The Dude Goes West is a 1948 American comedy western film starring Eddie Albert and Gale Storm. It was directed by Kurt Neumann and released by Monogram Pictures. The film was originally known as Tombstone.

Plot
Gunsmith and marksman Daniel Bone closes his Brooklyn, New York business and travels west, where he feels that he belongs. On a train, he encounters passenger Liza Crockett. After witnessing the theft of her purse, Dan confronts the thief, disarms him and throws off the train. The thief is a notorious outlaw called the Pecos Kid who vows revenge against "the dude" who interfered with his holdup. Liza mistakenly believes that it was Dan who had tried to steal her bag.

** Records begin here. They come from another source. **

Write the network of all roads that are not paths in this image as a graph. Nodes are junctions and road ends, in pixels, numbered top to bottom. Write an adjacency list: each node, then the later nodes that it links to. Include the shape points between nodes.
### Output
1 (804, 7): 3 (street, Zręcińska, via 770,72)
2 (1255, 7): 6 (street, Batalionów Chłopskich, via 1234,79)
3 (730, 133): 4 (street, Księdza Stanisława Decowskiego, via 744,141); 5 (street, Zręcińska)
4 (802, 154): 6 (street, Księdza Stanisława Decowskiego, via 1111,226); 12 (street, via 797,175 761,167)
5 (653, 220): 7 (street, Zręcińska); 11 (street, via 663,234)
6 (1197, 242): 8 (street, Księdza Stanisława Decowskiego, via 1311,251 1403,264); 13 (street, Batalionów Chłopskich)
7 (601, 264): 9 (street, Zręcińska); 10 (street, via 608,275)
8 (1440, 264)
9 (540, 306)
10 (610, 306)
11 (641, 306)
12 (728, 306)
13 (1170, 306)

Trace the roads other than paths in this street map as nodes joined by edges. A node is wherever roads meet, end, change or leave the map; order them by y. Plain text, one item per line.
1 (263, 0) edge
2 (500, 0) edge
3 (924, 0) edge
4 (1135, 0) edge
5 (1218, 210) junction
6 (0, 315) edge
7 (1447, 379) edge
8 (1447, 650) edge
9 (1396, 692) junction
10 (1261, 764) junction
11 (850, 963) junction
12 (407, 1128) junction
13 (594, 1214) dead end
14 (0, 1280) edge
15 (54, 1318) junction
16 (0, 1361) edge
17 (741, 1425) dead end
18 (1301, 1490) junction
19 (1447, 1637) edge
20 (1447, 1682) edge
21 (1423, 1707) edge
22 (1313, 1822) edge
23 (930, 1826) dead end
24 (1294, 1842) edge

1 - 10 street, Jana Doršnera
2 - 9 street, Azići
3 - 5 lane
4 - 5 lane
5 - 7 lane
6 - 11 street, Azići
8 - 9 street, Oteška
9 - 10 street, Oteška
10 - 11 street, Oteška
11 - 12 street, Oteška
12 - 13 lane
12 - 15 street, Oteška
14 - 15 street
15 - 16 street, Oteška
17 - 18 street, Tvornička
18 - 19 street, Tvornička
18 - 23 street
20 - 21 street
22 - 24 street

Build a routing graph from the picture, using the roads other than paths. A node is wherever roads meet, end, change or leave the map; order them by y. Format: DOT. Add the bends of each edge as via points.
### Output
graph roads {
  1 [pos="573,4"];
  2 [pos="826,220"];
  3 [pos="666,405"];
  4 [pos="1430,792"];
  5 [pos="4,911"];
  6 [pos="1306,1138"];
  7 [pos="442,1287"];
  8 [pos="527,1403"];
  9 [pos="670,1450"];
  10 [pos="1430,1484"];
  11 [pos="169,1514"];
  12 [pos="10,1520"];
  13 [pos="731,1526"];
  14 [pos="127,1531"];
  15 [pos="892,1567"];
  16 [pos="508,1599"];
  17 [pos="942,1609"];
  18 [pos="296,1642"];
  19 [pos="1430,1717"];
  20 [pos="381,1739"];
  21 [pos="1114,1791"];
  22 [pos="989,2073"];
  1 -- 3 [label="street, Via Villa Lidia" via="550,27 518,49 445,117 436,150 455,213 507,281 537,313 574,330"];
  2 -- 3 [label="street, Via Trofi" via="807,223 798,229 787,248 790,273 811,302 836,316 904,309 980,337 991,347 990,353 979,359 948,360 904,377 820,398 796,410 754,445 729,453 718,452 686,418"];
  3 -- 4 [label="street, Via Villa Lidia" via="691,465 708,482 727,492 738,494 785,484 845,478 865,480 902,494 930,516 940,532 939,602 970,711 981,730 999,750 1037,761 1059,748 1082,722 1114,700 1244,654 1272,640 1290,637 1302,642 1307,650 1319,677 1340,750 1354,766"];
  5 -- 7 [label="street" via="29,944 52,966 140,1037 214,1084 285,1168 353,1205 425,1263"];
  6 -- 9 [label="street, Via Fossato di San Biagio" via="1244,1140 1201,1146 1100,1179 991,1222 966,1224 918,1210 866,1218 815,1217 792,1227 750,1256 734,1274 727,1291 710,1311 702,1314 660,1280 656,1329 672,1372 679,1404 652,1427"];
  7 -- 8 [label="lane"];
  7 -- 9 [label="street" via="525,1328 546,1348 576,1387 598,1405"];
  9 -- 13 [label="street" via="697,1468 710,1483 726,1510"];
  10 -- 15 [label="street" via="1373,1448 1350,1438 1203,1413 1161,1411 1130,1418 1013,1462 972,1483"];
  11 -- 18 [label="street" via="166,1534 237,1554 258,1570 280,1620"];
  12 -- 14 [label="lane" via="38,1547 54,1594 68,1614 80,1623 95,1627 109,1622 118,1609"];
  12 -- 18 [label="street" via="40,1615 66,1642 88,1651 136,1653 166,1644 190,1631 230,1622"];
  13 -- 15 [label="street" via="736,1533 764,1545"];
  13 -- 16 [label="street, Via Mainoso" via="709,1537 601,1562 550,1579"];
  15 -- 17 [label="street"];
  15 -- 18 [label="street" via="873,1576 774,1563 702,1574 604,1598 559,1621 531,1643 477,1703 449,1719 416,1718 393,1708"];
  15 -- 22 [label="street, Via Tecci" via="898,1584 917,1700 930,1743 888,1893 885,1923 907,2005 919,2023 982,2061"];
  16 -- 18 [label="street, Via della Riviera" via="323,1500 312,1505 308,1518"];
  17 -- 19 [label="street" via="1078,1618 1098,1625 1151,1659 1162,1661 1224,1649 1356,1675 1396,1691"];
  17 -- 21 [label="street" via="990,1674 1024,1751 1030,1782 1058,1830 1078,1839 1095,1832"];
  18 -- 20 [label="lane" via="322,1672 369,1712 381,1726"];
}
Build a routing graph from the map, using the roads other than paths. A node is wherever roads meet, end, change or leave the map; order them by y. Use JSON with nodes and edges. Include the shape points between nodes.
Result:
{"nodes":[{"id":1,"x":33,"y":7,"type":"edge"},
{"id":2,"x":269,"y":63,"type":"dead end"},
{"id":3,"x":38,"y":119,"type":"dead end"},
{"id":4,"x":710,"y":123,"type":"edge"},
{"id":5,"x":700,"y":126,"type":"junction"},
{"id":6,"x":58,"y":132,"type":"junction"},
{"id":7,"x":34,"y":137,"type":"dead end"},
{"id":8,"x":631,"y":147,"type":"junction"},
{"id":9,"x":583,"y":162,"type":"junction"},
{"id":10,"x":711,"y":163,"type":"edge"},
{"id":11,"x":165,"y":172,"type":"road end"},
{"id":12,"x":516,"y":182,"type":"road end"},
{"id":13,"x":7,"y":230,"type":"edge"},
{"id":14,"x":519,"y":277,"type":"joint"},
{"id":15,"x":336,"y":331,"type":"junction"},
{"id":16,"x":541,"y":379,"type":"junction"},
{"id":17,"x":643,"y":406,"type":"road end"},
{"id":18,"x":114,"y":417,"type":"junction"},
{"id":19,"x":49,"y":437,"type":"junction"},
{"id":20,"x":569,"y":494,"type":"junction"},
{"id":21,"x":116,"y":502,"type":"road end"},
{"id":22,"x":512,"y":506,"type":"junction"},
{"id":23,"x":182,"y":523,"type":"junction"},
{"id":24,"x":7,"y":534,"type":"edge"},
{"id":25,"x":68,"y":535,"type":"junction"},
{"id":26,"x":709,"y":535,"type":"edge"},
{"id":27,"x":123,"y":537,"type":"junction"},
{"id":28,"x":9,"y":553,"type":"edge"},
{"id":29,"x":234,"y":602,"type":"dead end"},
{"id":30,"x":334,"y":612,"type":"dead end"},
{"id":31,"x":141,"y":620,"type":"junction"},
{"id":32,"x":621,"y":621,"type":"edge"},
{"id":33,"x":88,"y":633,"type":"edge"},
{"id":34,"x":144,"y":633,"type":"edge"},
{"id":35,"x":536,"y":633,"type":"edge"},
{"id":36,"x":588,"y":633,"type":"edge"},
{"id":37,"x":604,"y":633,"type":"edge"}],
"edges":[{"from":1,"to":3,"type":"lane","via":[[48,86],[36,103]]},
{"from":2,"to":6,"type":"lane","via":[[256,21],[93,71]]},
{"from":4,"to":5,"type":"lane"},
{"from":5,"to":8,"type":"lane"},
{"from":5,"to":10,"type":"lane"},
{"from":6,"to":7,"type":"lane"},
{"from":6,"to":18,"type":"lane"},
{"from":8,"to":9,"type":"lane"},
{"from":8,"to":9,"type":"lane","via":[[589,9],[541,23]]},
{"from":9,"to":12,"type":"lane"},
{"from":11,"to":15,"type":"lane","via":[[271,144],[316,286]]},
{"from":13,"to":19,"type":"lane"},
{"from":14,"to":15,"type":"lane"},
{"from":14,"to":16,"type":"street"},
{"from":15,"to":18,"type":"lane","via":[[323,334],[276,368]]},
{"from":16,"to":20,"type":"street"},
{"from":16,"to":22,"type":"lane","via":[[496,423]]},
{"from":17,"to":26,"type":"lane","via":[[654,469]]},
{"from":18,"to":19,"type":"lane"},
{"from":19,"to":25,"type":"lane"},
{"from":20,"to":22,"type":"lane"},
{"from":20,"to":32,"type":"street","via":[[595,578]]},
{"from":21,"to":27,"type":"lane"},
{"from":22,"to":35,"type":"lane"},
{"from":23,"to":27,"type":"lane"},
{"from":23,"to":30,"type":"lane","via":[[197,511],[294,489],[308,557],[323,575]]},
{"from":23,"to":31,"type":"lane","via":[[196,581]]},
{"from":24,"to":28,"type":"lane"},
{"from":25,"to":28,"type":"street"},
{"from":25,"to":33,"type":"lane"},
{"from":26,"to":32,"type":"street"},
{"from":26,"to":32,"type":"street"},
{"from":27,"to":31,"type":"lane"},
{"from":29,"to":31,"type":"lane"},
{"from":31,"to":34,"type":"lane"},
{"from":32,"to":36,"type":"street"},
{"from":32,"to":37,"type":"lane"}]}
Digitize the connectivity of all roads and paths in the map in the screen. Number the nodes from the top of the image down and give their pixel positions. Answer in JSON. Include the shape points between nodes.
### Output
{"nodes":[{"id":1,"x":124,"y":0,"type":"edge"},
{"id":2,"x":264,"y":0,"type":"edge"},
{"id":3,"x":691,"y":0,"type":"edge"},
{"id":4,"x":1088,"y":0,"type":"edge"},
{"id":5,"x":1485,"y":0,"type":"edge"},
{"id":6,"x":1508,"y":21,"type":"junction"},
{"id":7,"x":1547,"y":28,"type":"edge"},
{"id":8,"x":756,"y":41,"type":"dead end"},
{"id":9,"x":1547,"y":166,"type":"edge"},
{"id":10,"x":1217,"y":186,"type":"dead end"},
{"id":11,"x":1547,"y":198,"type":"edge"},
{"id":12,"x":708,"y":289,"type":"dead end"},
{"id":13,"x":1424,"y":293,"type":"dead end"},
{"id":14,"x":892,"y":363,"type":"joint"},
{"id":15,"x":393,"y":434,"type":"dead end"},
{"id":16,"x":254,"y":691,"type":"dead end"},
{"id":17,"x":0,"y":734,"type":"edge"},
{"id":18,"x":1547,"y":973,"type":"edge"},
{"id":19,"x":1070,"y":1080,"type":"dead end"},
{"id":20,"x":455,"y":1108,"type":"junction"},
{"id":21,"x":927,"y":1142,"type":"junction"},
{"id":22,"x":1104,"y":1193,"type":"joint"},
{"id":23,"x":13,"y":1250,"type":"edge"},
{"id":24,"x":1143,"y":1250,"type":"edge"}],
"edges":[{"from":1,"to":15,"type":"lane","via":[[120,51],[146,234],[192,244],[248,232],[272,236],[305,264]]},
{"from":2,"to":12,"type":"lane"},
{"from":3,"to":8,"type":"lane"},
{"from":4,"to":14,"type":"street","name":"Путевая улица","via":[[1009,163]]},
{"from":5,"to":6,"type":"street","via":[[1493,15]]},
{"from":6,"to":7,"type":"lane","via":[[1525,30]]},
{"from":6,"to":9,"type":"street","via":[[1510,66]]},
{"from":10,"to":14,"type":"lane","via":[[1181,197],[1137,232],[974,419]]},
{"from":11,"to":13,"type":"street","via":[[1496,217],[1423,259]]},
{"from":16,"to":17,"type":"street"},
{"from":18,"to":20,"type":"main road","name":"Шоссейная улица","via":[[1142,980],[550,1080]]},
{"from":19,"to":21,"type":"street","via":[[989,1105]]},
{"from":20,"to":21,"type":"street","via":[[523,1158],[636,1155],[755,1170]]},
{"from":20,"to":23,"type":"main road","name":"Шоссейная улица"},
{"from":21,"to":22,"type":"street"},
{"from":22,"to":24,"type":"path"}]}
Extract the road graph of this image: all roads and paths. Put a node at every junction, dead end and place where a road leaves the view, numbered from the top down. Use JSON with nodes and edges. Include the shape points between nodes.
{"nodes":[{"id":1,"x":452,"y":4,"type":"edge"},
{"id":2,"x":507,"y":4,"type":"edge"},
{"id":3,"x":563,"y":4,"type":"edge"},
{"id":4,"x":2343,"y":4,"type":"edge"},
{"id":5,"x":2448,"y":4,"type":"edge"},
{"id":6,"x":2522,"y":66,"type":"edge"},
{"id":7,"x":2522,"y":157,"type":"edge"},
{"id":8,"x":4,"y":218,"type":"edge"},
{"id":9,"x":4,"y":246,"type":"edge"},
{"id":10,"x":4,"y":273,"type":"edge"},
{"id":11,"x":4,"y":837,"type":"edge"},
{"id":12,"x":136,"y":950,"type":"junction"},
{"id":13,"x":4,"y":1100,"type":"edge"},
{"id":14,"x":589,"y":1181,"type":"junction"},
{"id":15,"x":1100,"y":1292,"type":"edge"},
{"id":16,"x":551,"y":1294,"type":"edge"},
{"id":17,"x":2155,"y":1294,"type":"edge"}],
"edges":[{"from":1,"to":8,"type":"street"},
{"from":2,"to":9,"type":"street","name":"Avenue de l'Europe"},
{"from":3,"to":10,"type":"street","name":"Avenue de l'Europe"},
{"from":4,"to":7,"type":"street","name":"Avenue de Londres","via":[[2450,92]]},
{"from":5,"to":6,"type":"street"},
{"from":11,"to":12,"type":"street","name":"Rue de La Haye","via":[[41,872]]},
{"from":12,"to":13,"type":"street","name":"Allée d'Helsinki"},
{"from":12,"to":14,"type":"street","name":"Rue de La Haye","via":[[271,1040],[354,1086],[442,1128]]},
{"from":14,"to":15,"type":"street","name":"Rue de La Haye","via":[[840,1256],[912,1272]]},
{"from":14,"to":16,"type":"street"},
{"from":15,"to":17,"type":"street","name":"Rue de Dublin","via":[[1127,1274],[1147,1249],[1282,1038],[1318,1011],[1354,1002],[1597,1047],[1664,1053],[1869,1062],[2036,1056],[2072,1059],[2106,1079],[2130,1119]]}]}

They part ways, but later encounter one another in the desert, as Liza makes her way to Arsenic City, Nevada, where a map to her father's gold mine might make Liza a wealthy woman.  On their way, riding in her buckboard, Indians capture them.  Dan's knowledge of their language and some minor "magic" impresses the tribe's chief and he treats them as his guests.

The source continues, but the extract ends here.